Stored data entries:
-------

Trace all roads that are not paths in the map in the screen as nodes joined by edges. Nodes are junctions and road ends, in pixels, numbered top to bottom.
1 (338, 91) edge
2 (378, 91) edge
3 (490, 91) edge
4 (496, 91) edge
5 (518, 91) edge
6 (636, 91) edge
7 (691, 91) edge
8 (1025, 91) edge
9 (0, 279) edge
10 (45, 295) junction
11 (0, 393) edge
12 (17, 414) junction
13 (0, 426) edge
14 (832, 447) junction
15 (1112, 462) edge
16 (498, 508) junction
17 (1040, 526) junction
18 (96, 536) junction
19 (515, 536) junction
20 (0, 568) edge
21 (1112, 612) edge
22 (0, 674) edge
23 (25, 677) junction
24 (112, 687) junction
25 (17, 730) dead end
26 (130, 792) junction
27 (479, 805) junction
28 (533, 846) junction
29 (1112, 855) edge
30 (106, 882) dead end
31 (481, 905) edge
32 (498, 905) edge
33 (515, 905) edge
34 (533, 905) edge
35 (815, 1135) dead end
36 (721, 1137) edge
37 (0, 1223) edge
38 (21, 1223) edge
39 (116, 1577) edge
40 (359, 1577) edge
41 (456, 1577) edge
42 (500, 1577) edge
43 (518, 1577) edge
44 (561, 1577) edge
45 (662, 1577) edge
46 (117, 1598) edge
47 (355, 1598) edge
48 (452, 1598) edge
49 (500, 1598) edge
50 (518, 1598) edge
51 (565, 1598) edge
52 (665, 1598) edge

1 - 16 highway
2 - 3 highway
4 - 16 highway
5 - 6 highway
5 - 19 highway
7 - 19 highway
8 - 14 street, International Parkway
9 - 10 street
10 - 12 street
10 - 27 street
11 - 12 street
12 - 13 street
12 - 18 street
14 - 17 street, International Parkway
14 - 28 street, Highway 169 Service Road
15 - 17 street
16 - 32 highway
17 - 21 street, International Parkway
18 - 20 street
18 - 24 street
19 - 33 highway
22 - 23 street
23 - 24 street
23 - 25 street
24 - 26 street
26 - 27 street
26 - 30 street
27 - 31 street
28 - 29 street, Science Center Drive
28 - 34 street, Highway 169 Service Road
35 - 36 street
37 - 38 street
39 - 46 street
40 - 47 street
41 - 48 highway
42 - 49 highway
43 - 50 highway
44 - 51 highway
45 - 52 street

-------

**Problem requirements:**
The required output is a copy of each line in the records where the string "Parkway" occurs.

**Exercise output:**
8 - 14 street, International Parkway
14 - 17 street, International Parkway
17 - 21 street, International Parkway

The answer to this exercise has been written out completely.